Ces exemples montrent qu’il est clair que l’arme atomique n’impose pas la Paix mais qu’elle assure simplement la non guerre globale entre grandes puissances, ce qui a été toute l’histoire des guerres mondiales du XXe siècle. La prolifération vient du fait que les pays qui se dotent de l’arme considèrent qu’ils sont assurés dès lors de ne pas être envahis.

C’est un règlement de Paix global et préalable qui seul pourra permettre la non-prolifération puis le désarmement.

Je réclame le droit à l’utopie, pourquoi renoncer à cette espérance, même si ce sont sans doute nos successeurs qui la réaliseront.

L’arme nucléaire est une arme asymétrique, il en existe une autre : le terrorisme.

Le 11 septembre a montré que l’arsenal stratégique ne préserve pas de tout et qu’il n’apporte pas la réponse à ce type d’agression. Les forces conventionnelles, de renseignement et de police seront-elles aussi longtemps nécessaires tant que le monde sera ce qu’il est, c’est-à-dire peu capable de faire précéder les négociations politiques aux actions de force.

Là encore je me refuse à désespérer de l’homme et je ne suis pas un adepte du caractère inexorablement tragique de l’Histoire.

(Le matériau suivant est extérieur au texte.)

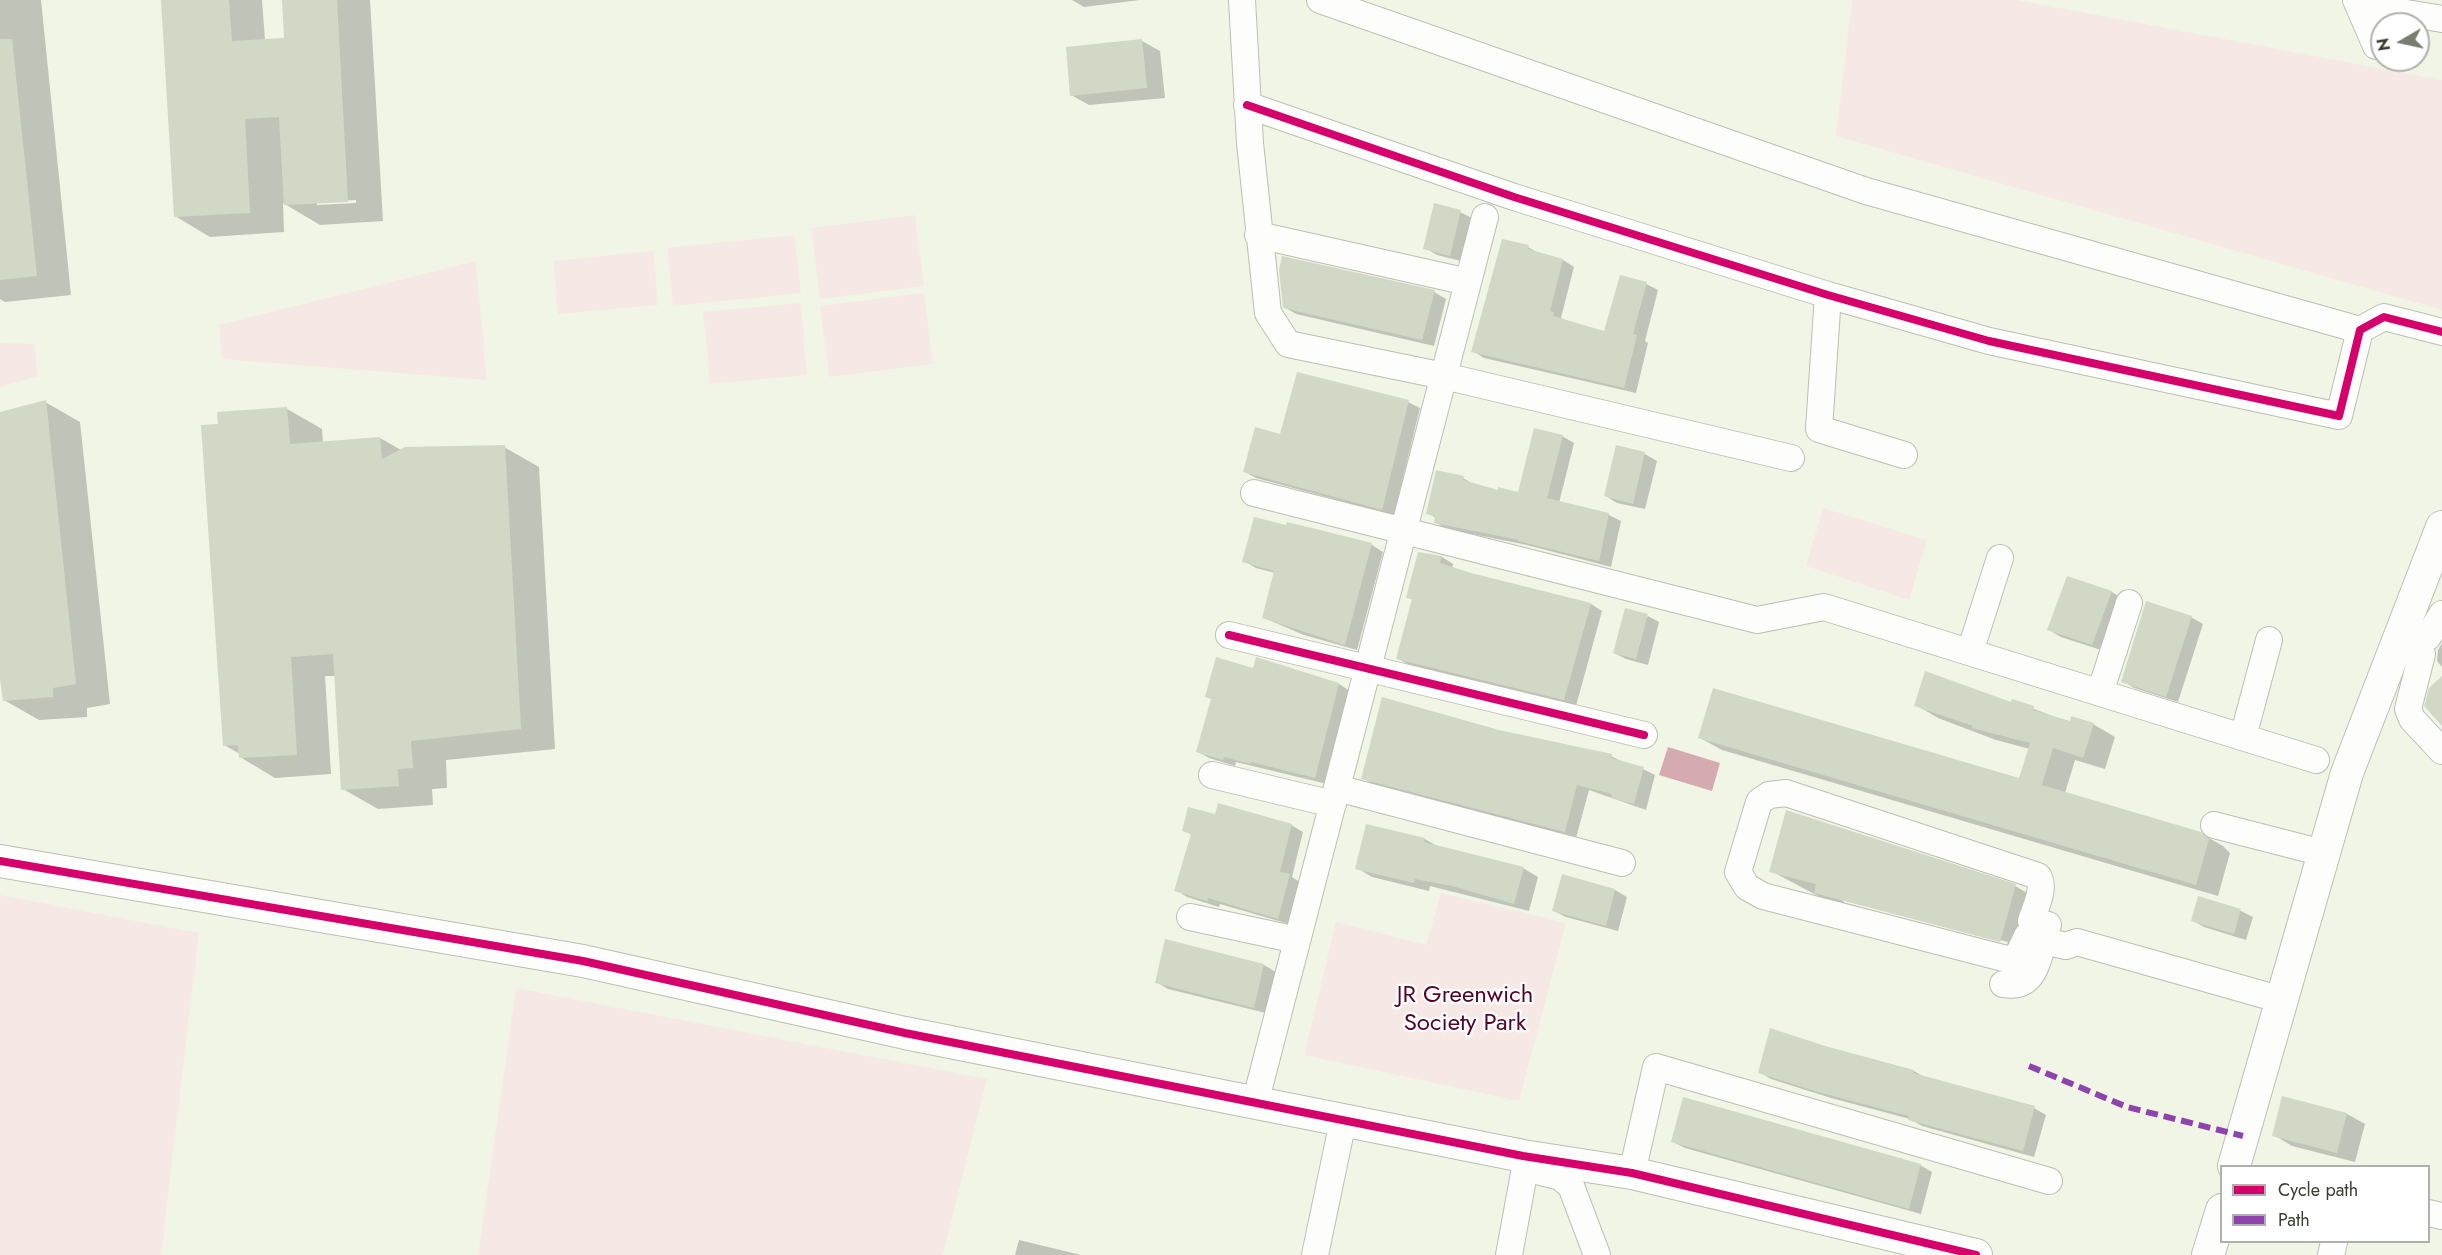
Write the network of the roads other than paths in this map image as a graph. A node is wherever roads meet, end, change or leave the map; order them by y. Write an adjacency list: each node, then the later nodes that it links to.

Mais, ne faut-il pas que chacun s’interroge sur ce que doit être un seuil minimal raisonnable de crédibilité ? La Corée du Nord a sans doute 8 armes, Israël 80, l’Inde et le Pakistan 100, la Chine et la Grande-Bretagne 250, la France 300, les Etats Unis 7 000 et la Russie 8 000. Cela veut dire que ces deux derniers pays disposent à eux seuls de 95 % des armes nucléaires du monde, je ne fais pas de commentaire, ces chiffres parlent d’eux mêmes.

Je vous énumère ainsi les principales questions qui sont les miennes en tant que responsable politique de ce pays.

Je me dois simplement de rappeler que la France ne peut pas être montrée du doigt : Nous avons détruit nos missiles stratégiques sol-sol et leurs silos enterrés du Plateau d’Albion, nous avons détruit tous nos missiles à courte portée « Pluton » et à moyenne portée « Hadès ». Nous avons stoppé notre production de matière fissile militaire. Enfin, nous sommes le seul pays membre permanent du Conseil de Sécurité à avoir non seulement démantelé, mais véritablement détruit notre site d’essai nucléaire du Pacifique.

La voie de l’application du Traité de non-prolifération est la bonne. Chacun doit d’abord ramener, comme l’ont fait la France et la Grande-Bretagne, son dispositif au minimum crédible. Nous devons appeler toutes les nations à faire cet effort pour que l’esprit du TNP représente une espérance. L’arrivée de nouveaux acteurs, Israël, le Pakistan, l’Inde, la Corée du Nord, sans parler des pays du seuil et aptes à le franchir, ne facilite pas l’esprit de désescalade. Il faut bien dire que l’Histoire, dans ce domaine, n’évolue pas dans le sens que nous souhaitons tous.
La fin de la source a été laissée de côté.